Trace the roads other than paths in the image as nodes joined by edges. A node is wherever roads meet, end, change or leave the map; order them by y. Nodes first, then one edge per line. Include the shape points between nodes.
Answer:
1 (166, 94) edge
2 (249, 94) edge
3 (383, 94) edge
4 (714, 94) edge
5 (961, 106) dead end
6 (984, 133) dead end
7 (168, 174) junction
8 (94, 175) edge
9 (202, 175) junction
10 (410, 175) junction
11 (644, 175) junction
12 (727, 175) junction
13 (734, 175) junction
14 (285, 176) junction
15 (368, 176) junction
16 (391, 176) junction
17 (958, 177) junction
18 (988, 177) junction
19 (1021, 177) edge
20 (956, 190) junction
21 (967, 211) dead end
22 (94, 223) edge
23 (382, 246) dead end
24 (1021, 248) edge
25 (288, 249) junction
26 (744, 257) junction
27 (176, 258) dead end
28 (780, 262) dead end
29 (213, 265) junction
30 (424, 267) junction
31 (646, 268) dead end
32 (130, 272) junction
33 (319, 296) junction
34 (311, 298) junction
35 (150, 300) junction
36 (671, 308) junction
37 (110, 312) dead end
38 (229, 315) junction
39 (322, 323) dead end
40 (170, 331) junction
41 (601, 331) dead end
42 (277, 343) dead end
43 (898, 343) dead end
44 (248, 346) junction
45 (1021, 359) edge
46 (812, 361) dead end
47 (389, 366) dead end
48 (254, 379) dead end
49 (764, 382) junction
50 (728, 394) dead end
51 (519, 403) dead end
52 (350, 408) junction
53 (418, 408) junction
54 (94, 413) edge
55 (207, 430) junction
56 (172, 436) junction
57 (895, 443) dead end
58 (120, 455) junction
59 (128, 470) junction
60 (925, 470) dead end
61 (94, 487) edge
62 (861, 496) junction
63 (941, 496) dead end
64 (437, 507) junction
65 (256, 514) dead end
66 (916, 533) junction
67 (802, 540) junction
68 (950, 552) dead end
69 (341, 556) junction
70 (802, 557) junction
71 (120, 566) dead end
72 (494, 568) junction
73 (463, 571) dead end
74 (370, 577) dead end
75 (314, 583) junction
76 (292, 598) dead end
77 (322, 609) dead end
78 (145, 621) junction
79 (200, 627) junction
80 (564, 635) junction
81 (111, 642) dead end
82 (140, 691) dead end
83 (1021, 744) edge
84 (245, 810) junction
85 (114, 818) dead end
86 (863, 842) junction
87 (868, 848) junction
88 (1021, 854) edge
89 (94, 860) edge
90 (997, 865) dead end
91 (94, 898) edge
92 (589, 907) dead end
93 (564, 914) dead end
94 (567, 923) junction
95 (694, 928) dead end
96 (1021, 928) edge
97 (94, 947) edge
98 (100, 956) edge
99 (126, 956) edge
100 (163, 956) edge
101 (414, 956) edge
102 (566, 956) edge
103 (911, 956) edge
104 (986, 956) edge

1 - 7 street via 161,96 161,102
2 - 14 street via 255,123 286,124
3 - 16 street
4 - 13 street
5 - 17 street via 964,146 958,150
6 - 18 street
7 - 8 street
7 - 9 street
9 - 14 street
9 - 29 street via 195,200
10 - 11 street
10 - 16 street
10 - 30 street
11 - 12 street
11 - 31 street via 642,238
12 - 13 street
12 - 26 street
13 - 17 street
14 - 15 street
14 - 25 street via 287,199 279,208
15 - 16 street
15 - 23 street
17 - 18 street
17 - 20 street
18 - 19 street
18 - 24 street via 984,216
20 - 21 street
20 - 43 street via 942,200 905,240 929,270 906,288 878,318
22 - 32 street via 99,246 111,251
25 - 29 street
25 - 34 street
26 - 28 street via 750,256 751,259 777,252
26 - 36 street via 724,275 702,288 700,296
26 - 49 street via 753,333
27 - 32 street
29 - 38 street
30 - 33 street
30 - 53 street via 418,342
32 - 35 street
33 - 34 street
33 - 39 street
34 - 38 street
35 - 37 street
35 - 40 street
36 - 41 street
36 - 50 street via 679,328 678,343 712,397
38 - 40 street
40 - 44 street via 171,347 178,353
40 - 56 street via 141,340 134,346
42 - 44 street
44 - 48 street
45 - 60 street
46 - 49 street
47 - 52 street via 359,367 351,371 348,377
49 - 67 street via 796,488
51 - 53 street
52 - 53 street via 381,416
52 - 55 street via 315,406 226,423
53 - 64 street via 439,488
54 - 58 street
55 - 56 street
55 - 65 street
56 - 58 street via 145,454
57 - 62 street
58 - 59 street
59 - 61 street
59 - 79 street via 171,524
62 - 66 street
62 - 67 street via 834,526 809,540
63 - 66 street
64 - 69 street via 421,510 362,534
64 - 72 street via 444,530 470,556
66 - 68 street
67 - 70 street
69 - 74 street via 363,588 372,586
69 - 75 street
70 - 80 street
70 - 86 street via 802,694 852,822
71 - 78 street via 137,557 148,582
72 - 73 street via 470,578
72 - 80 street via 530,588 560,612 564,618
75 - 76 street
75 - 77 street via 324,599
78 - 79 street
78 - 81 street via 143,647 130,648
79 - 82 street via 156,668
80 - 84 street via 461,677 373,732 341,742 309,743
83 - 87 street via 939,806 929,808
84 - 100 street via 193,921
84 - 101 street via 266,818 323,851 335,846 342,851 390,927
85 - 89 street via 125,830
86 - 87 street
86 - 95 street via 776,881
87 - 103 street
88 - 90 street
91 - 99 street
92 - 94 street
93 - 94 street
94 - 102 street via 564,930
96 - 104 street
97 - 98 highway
───
Go through the listing and transcribe all of it exactly.

Trace the roads other than paths in the image as nodes joined by edges. A node is wherever roads meet, end, change or leave the map; order them by y. Nodes first, then one edge per line. Include the shape points between nodes.
Answer:
1 (166, 94) edge
2 (249, 94) edge
3 (383, 94) edge
4 (714, 94) edge
5 (961, 106) dead end
6 (984, 133) dead end
7 (168, 174) junction
8 (94, 175) edge
9 (202, 175) junction
10 (410, 175) junction
11 (644, 175) junction
12 (727, 175) junction
13 (734, 175) junction
14 (285, 176) junction
15 (368, 176) junction
16 (391, 176) junction
17 (958, 177) junction
18 (988, 177) junction
19 (1021, 177) edge
20 (956, 190) junction
21 (967, 211) dead end
22 (94, 223) edge
23 (382, 246) dead end
24 (1021, 248) edge
25 (288, 249) junction
26 (744, 257) junction
27 (176, 258) dead end
28 (780, 262) dead end
29 (213, 265) junction
30 (424, 267) junction
31 (646, 268) dead end
32 (130, 272) junction
33 (319, 296) junction
34 (311, 298) junction
35 (150, 300) junction
36 (671, 308) junction
37 (110, 312) dead end
38 (229, 315) junction
39 (322, 323) dead end
40 (170, 331) junction
41 (601, 331) dead end
42 (277, 343) dead end
43 (898, 343) dead end
44 (248, 346) junction
45 (1021, 359) edge
46 (812, 361) dead end
47 (389, 366) dead end
48 (254, 379) dead end
49 (764, 382) junction
50 (728, 394) dead end
51 (519, 403) dead end
52 (350, 408) junction
53 (418, 408) junction
54 (94, 413) edge
55 (207, 430) junction
56 (172, 436) junction
57 (895, 443) dead end
58 (120, 455) junction
59 (128, 470) junction
60 (925, 470) dead end
61 (94, 487) edge
62 (861, 496) junction
63 (941, 496) dead end
64 (437, 507) junction
65 (256, 514) dead end
66 (916, 533) junction
67 (802, 540) junction
68 (950, 552) dead end
69 (341, 556) junction
70 (802, 557) junction
71 (120, 566) dead end
72 (494, 568) junction
73 (463, 571) dead end
74 (370, 577) dead end
75 (314, 583) junction
76 (292, 598) dead end
77 (322, 609) dead end
78 (145, 621) junction
79 (200, 627) junction
80 (564, 635) junction
81 (111, 642) dead end
82 (140, 691) dead end
83 (1021, 744) edge
84 (245, 810) junction
85 (114, 818) dead end
86 (863, 842) junction
87 (868, 848) junction
88 (1021, 854) edge
89 (94, 860) edge
90 (997, 865) dead end
91 (94, 898) edge
92 (589, 907) dead end
93 (564, 914) dead end
94 (567, 923) junction
95 (694, 928) dead end
96 (1021, 928) edge
97 (94, 947) edge
98 (100, 956) edge
99 (126, 956) edge
100 (163, 956) edge
101 (414, 956) edge
102 (566, 956) edge
103 (911, 956) edge
104 (986, 956) edge

1 - 7 street via 161,96 161,102
2 - 14 street via 255,123 286,124
3 - 16 street
4 - 13 street
5 - 17 street via 964,146 958,150
6 - 18 street
7 - 8 street
7 - 9 street
9 - 14 street
9 - 29 street via 195,200
10 - 11 street
10 - 16 street
10 - 30 street
11 - 12 street
11 - 31 street via 642,238
12 - 13 street
12 - 26 street
13 - 17 street
14 - 15 street
14 - 25 street via 287,199 279,208
15 - 16 street
15 - 23 street
17 - 18 street
17 - 20 street
18 - 19 street
18 - 24 street via 984,216
20 - 21 street
20 - 43 street via 942,200 905,240 929,270 906,288 878,318
22 - 32 street via 99,246 111,251
25 - 29 street
25 - 34 street
26 - 28 street via 750,256 751,259 777,252
26 - 36 street via 724,275 702,288 700,296
26 - 49 street via 753,333
27 - 32 street
29 - 38 street
30 - 33 street
30 - 53 street via 418,342
32 - 35 street
33 - 34 street
33 - 39 street
34 - 38 street
35 - 37 street
35 - 40 street
36 - 41 street
36 - 50 street via 679,328 678,343 712,397
38 - 40 street
40 - 44 street via 171,347 178,353
40 - 56 street via 141,340 134,346
42 - 44 street
44 - 48 street
45 - 60 street
46 - 49 street
47 - 52 street via 359,367 351,371 348,377
49 - 67 street via 796,488
51 - 53 street
52 - 53 street via 381,416
52 - 55 street via 315,406 226,423
53 - 64 street via 439,488
54 - 58 street
55 - 56 street
55 - 65 street
56 - 58 street via 145,454
57 - 62 street
58 - 59 street
59 - 61 street
59 - 79 street via 171,524
62 - 66 street
62 - 67 street via 834,526 809,540
63 - 66 street
64 - 69 street via 421,510 362,534
64 - 72 street via 444,530 470,556
66 - 68 street
67 - 70 street
69 - 74 street via 363,588 372,586
69 - 75 street
70 - 80 street
70 - 86 street via 802,694 852,822
71 - 78 street via 137,557 148,582
72 - 73 street via 470,578
72 - 80 street via 530,588 560,612 564,618
75 - 76 street
75 - 77 street via 324,599
78 - 79 street
78 - 81 street via 143,647 130,648
79 - 82 street via 156,668
80 - 84 street via 461,677 373,732 341,742 309,743
83 - 87 street via 939,806 929,808
84 - 100 street via 193,921
84 - 101 street via 266,818 323,851 335,846 342,851 390,927
85 - 89 street via 125,830
86 - 87 street
86 - 95 street via 776,881
87 - 103 street
88 - 90 street
91 - 99 street
92 - 94 street
93 - 94 street
94 - 102 street via 564,930
96 - 104 street
97 - 98 highway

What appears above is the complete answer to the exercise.